Additionally, a challenge to Ferguson’s Error! Reference source not found. would lack arguable merit.  Our review of a sentence determination begins “with the presumption that the trial court acted reasonably, and the defendant must show some unreasonable or unjustifiable basis in the record for the sentence complained of.”  State v. Krueger, 119 Wis. 2d 327, 336, 351 N.W.2d 738 (Ct. App. 1984).  The record establishes that Ferguson was afforded the opportunity to address the court prior to sentencing.  The State recommended a global sentence of five years of initial confinement and five years of extended supervision, in accord with the plea agreement, and recommended the sentence be imposed consecutive to Ferguson’s sentence following revocation.  Defense counsel argued for a sentence of two and a half to three years of initial confinement and five years of extended supervision, concurrent to Ferguson’s sentence following revocation.  

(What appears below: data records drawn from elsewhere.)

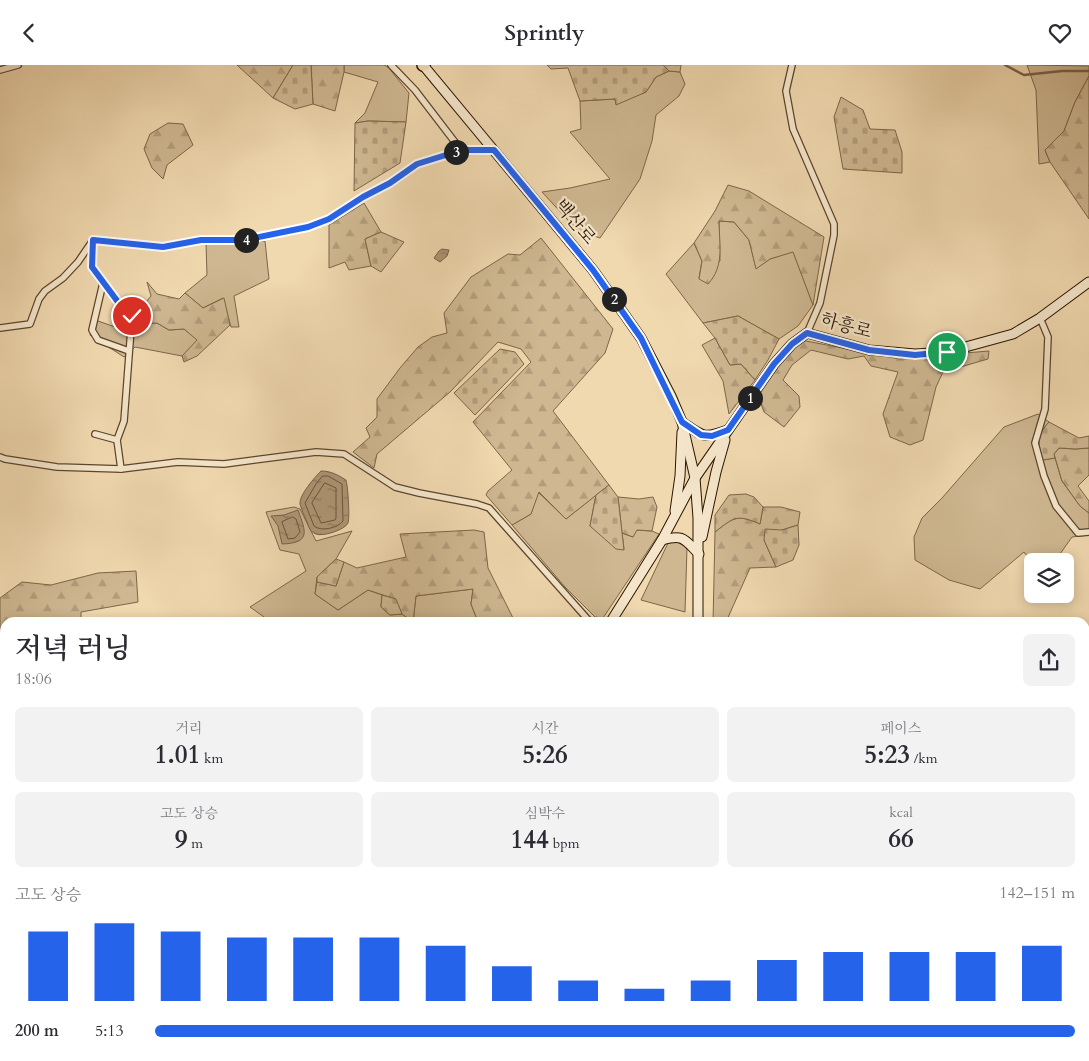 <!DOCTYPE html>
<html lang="ko">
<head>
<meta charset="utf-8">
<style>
	body { margin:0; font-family:Cardo,"Noto Serif KR",serif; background:#f2f2f3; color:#2b2b33; height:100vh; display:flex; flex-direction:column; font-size:19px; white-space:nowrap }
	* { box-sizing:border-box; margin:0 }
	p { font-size:16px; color:#7c7c81 }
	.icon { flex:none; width:28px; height:28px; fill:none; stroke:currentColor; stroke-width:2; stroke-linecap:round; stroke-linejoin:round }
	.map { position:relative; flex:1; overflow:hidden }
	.drawer { position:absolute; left:0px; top:552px; width:1090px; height:444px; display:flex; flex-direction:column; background:#fff; border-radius:15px 15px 0 0; box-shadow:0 2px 12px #0003 }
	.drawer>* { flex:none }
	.controls { position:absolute; left:1024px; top:488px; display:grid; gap:10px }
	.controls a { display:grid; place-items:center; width:50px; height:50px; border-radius:8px; background:#fff; box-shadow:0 2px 12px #0003; font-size:25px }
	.pin { position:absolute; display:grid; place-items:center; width:42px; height:42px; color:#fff; margin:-21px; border:2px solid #fff; border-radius:50%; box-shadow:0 1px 5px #0007 }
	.km { position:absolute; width:25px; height:25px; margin:-12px; border-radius:50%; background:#222; color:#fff; font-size:14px; line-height:25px; text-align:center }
	.round { display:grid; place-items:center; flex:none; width:52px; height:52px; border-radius:8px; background:#f2f2f3 }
	.summary { display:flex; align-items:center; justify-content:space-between; height:85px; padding:0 15px }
	h1 { font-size:28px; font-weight:600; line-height:38px }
	.figures { display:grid; grid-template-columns:repeat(3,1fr); gap:8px; height:85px; padding:5px 15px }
	.figures div { display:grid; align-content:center; border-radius:8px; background:#f2f2f3; text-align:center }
	.figures b { font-size:25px; font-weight:600 }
	.figures small { font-size:14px; font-weight:400 }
	.figures p { font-size:14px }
	.chart { height:140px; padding:10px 15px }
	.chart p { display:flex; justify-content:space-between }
	.chart svg { width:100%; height:90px; margin-top:5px; stroke:#2563eb; stroke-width:6 }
	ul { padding:0 15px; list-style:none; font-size:16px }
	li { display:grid; grid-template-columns:80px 60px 1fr; align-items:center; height:38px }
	li i { height:12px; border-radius:6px; background:#2563eb }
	header { display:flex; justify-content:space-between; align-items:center; height:65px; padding:0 15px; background:#fff; font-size:22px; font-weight:600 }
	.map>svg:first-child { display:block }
	.grass { fill:#ceb791; stroke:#7c6648 }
	.forest { fill:url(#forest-firs); stroke:#7c6648 }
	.cemetery { fill:url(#cemetery-stones); stroke:#7c6648 }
	.water { fill:url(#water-ripples); stroke:#796146 }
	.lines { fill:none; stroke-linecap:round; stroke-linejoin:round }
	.shore { stroke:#6c543a; stroke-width:1 }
	.stream { stroke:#796146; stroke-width:2.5 }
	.street-casing { stroke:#5c452c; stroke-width:8 }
	.secondary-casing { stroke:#2a1400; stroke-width:11 }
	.highway-casing { stroke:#2a1400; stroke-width:14 }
	.street { stroke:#f5e6cb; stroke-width:5.5 }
	.secondary { stroke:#f5e6cb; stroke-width:9 }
	.highway { stroke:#f0d8af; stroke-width:11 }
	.route-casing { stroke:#fff; stroke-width:10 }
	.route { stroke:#2563eb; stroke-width:6 }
	.labels { text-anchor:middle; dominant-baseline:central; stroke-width:4.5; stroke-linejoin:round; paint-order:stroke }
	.street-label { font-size:18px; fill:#2a1400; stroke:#f5e6cb }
</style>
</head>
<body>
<header><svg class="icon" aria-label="back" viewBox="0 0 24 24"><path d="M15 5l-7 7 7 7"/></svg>Sprintly<svg class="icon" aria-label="heart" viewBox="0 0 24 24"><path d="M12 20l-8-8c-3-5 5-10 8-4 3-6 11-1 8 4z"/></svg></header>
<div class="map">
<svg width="1089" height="996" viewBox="0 0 1089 996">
	<defs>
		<pattern id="forest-firs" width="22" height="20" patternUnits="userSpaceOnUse" patternTransform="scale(1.25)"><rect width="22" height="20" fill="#ceb791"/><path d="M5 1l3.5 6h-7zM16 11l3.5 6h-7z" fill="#b19c7b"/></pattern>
		<pattern id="cemetery-stones" width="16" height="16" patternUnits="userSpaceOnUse" patternTransform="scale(1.25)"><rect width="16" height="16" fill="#ceb791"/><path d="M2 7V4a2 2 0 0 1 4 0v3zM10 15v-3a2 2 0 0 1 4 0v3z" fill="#b19c7b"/></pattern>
		<pattern id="water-ripples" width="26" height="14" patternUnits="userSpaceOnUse" patternTransform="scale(1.25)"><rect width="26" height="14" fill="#ad9574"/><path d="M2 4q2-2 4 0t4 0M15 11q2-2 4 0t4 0" fill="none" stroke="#8d785d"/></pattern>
	</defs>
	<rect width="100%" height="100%" fill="#f0d8af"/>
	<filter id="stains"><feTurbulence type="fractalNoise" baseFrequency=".004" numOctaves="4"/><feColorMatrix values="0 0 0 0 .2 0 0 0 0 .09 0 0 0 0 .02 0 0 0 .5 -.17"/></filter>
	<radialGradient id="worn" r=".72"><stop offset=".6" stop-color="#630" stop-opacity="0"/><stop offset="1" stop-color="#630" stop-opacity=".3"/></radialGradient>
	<!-- grass -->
	<g class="grass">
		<path d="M344 0H384L388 2 409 28 406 57 368 56 355 58 365 48 378 17 344 7Z"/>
		<path d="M1027 0 1089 1V11L1075 37 1064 66 1045 85 1050 97 1039 99 1036 25Z"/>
		<path d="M669 6 680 7 685 19 679 31 656 50 652 76 640 114 600 173 578 166 542 127 570 123 610 114 570 67 581 64 580 36 615 34 616 39 646 27 656 12Z"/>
		<path d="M719 156 734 157 749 175 756 203 770 194 793 186 813 240 798 261 779 274 738 251 703 258 666 209 694 178 702 196 699 213 720 196Z"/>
		<path d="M265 176 269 214 234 231 239 262H231L223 233 203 243 185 228 207 210 206 178Z"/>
		<path d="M95 255 127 266 137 259 157 258 169 265 184 264 198 275 182 291 135 282 124 292 90 270Z"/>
		<path d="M1038 349 1049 357C1036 371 1038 379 1043 395L1055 393 1062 416 1080 441 1089 448V470L1072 472 1055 496H1032V498L1024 487 980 524 949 515 915 495 914 472 922 453 942 433 1004 362Z"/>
		<path d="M538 427 566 454 596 430 590 461 624 484 622 468 633 472 636 465 652 466 659 469 603 553 595 552 565 522 512 460 531 449Z"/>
		<path d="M294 442 300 444 316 476 352 466 336 494 317 512 315 529 338 545 368 525 382 530 381 542 390 550 402 549 413 557 416 531 473 524 471 539 478 557H271L250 542 306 506 299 489 280 485 266 447Z"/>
		<path d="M676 476 687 483 685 547 641 535 668 478Z"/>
		<path d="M0 754 5 755V801L0 794Z"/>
		<path d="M5 822V862L0 861V823Z"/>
	</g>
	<!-- forest -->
	<g class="forest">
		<path d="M237 0H293L273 33Z"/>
		<path d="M311 0H344V7L335 46 313 39Z"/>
		<path d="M663 0H681L680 7 669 6Z"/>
		<path d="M1089 11V154L1050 97 1045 85 1064 66 1075 37Z"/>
		<path d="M168 58 183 59 193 80 167 100 163 114 152 103 144 84 150 69Z"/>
		<path d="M728 120 749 126 824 172 813 240 793 187 770 194 756 204 749 175 734 157 719 156C719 178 725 201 708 219L699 214 702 196 694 178 715 146Z"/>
		<path d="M364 138 381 167 365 174 371 201 349 205 345 197 329 203V160Z"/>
		<path d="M541 173 613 264 605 288 553 346 609 420 566 454 539 427 531 449 512 460 486 430 488 426 512 405 473 357 531 297 521 284 498 277 450 327 377 389 374 403 353 387 370 372 366 363 377 352V334L400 303 418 282 432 272 447 268 444 248 471 212 508 189 520 190Z"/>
		<path d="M147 217 157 229 179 234 185 228 203 243 224 233 230 260 197 291 184 297 182 291 197 275 184 264 169 265 157 258 137 259 136 249 151 231Z"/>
		<path d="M715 273 730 300 741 299 755 315 729 349 723 316 702 280Z"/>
		<path d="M801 275 899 294 943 293 965 288 989 286 988 294 943 307 936 322 923 375 910 380 890 372 883 349 898 307 871 301 864 291 848 294 811 285 792 300 783 315 799 331 800 342 784 362 764 347 758 331 778 301Z"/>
		<path d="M1059 383 1075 384 1089 383V410L1078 421 1089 436V448L1080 441 1062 416 1054 389Z"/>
		<path d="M618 432 639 434 653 432 657 442 652 466 637 465 633 472 622 468Z"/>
		<path d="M763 442H781L800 447 798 460 782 465 764 475 776 502 750 503 726 557 713 558 715 467C734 452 737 449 760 459Z"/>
		<path d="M474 465 484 467 488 503 515 557H478L471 539 473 524 416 531 413 557 402 549 395 534 368 525 338 545 315 529 317 517 336 521 344 497 357 503 406 492 400 469Z"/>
		<path d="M136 506 138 537 81 547V557L5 558V635L0 634V533L22 517 51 520 98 508Z"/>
		<path d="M136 991H174L173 996H134Z"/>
	</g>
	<!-- cemetery -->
	<g class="cemetery">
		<path d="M293 0H311L313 39 295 44 273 33Z"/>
		<path d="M547 0H663L669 6 656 12 646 27 616 40 615 34 580 36 568 3 551 4Z"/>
		<path d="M841 32 863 45 870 64 895 65 902 87V108L843 104 834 52Z"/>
		<path d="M368 56 406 57 400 98 354 126 355 58Z"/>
		<path d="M381 167 404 177 381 207 371 201 365 174Z"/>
		<path d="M738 251 779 274 768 295 755 315 741 299 730 300 715 273 703 258Z"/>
		<path d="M500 284 515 287 524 299 475 350 454 328Z"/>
		<path d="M1049 357 1079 373 1089 371V383L1075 384 1059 383 1054 389 1055 393 1043 395C1038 379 1036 371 1049 357Z"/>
		<path d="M609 420 618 432 624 485 616 484 590 461 596 430Z"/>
		<path d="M746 429 754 432 763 442 760 459C737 449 734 452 715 467V450L729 430Z"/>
		<path d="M798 460 799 480 793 495 776 502 764 475 765 464 782 465Z"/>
		<path d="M336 494 344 497 336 521 317 517V512Z"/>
		<path d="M382 530 396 534 402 549 390 550 381 542Z"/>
		<path d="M0 634 5 635V670L0 672Z"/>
		<path d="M987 991H1081V995L985 996Z"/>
	</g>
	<!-- water -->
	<g class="water">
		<path d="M442 184 449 185 447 191 440 197 434 193 439 186Z"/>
		<path d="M321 406C331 406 338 410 346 415 348 422 350 452 348 458 345 465 322 472 316 469 310 467 309 462 307 457 305 452 301 444 300 439 299 430 315 412 321 406Z"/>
		<path d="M298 445C306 467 311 478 282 479L278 461 271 451 284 450Z"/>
	</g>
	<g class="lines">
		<!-- shore -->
		<g class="shore">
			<path d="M323 411H328L342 419 343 456C338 463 321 467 314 461L305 438 316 419Z"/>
			<path d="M325 418 336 423V453L335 455 321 458 312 438Z"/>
			<path d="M293 452 296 454 300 467 295 473 288 474 282 457Z"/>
		</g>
		<!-- stream -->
		<path class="stream" d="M1005 0 1024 10 1062 6H1089"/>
		<defs>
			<g id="street">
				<path d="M391 0 415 25 461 85"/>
				<path d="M792 0 786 26 793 64 834 159V170L820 238 807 268"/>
				<path d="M0 5 18 0"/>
				<path d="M93 175 92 202 103 218 92 265 98 275 129 286"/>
				<path d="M103 218 121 241 132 251 124 356 117 375 121 404"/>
				<path d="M1040 253 1048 272 1045 344 1035 378 1044 411 1056 441 1078 468 1089 467"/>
				<path d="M0 263 30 259 39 234 45 226 63 213 78 197 93 175 163 182 201 175H244L308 162 329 154 363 132 390 118 417 99 461 85H494"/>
				<path d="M95 369 117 375"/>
				<path d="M0 392 5 394 57 402 121 404 178 397 224 399 316 387 344 389 395 422 419 428 477 439 489 443 591 558"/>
				<path d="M1085 599 1089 591"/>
				<path d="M101 991 108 996"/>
				<path d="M291 991V996"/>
				<path d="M726 991 728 996"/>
				<path d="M902 991 910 996"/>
				<path d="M131 996 133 991"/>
				<path d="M535 996 543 991"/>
			</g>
			<g id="secondary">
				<path d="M423 0 593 205 641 273 671 331 682 357 695 413 698 453V558"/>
				<path d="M682 357C704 372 703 374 728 365"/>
				<path d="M675 446 680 411 682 367"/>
				<path d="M702 472 716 407 725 375"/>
				<path d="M662 475C684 469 684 474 699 489"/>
				<path d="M610 558 662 475 695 413 774 299 792 279 807 268 869 285 915 289 947 287 1013 269 1040 253 1089 217"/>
				<path d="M0 819 5 817"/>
				<path d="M805 991 814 996"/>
			</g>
			<path id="highway" d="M423 0H424"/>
		</defs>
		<!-- street casing -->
		<use href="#street" class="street-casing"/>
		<!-- secondary casing -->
		<use href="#secondary" class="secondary-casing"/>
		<!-- highway casing -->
		<use href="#highway" class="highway-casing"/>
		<!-- street -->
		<use href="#street" class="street"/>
		<!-- secondary -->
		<use href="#secondary" class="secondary"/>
		<!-- highway -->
		<use href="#highway" class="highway"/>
	</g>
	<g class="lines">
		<defs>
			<path id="route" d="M132 251 121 241 92 202 93 175 163 182 201 175H244L308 162 329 154 363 132 390 118 417 99 462 85H494L593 205 641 273 682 357 701 370 712 371 728 365 774 299 792 279 807 268 869 285 915 290 947 287"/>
		</defs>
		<!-- route casing -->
		<use href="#route" class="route-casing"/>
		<!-- route -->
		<use href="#route" class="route"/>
	</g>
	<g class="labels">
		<!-- street labels -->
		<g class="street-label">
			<text transform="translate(575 157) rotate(50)">백산로</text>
			<text transform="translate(846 261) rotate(15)">하흥로</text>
		</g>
	</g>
	<rect width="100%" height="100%" filter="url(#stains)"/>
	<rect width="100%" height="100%" fill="url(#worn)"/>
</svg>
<div class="controls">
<a><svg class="icon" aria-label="layers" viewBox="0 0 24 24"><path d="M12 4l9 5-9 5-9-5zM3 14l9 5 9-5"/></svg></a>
</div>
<div class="pin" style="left:947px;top:287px;background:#1e9e55"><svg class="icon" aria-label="arrive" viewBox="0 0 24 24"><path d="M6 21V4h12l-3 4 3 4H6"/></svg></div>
<div class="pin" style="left:132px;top:251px;background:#d93025"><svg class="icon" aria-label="check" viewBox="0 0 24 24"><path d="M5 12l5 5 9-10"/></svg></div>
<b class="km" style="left:750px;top:333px">1</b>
<b class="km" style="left:614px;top:234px">2</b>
<b class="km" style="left:456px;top:87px">3</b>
<b class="km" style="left:246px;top:175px">4</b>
<section class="drawer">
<div class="summary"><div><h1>저녁 러닝</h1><p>18:06</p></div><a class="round"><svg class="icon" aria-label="share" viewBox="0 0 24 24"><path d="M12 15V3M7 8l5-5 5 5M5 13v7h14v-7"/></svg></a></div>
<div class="figures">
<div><p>거리</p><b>1.01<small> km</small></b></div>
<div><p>시간</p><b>5:26</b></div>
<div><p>페이스</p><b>5:23<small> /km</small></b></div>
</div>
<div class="figures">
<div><p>고도 상승</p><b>9<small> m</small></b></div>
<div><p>심박수</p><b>144<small> bpm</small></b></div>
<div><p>kcal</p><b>66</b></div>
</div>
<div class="chart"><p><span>고도 상승</span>142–151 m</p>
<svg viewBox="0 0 160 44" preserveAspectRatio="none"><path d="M5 44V10M15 44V6M25 44V10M35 44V13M45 44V13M55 44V13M65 44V17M75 44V27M85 44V34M95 44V38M105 44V34M115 44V24M125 44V20M135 44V20M145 44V20M155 44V17"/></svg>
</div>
<ul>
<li><b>200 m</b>5:13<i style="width:100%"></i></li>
</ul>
</section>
</div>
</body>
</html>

The court explained that it considered the standard sentencing factors and objectives, including the nature of the offense, the need to protect the public, and Ferguson’s character and criminal history.  See State v. Gallion, 2004 WI 42, ¶¶39-46, 270 Wis. 2d 535, 678 N.W.2d 197.  The court found that a prison sentence was necessary to not unduly depreciate the seriousness of the offense.  The court sentenced Ferguson to a total of nine years of initial confinement and five years of extended supervision, consecutive to Ferguson’s sentence following revocation.  The sentence was within the applicable penalty range.  See Wis. Stat. §§ 943.10(1m)(a) (providing that burglary is a Class F felony); 939.50(3)(f) (providing that Class F felonies are punishable by up to twelve years and six months of imprisonment and a $25,000 fine); 973.01(2)(b)6m. (under bifurcated sentence, maximum length of initial confinement for a Class F felony is seven years and six months).  The sentence was well within the maximum Ferguson faced, and therefore was not so excessive or unduly harsh as to shock the conscience.  See State v. Grindemann, 2002 WI App 106, ¶31, 255 Wis. 2d 632, 648 N.W.2d 507.  We discern no erroneous exercise of the court’s sentencing discretion. 

Upon our independent review of the record, we have found no other arguable basis for reversing the judgments of conviction.  We conclude that any further appellate proceedings would be wholly frivolous within the meaning of Anders and Wis. Stat. Rule 809.32.

IT IS ORDERED that the judgments of conviction are summarily affirmed.  See Wis. Stat. Rule 809.21(1).


 

IT IS FURTHER ORDERED that Attorney Chesshir is relieved of any further representation of Ferguson in this matter.  See Wis. Stat. Rule 809.32(3).


 

Diane M. Fremgen

Clerk of Court of Appeals



[1]  All references to the Wisconsin Statutes are to the 2009-10 version unless otherwise noted.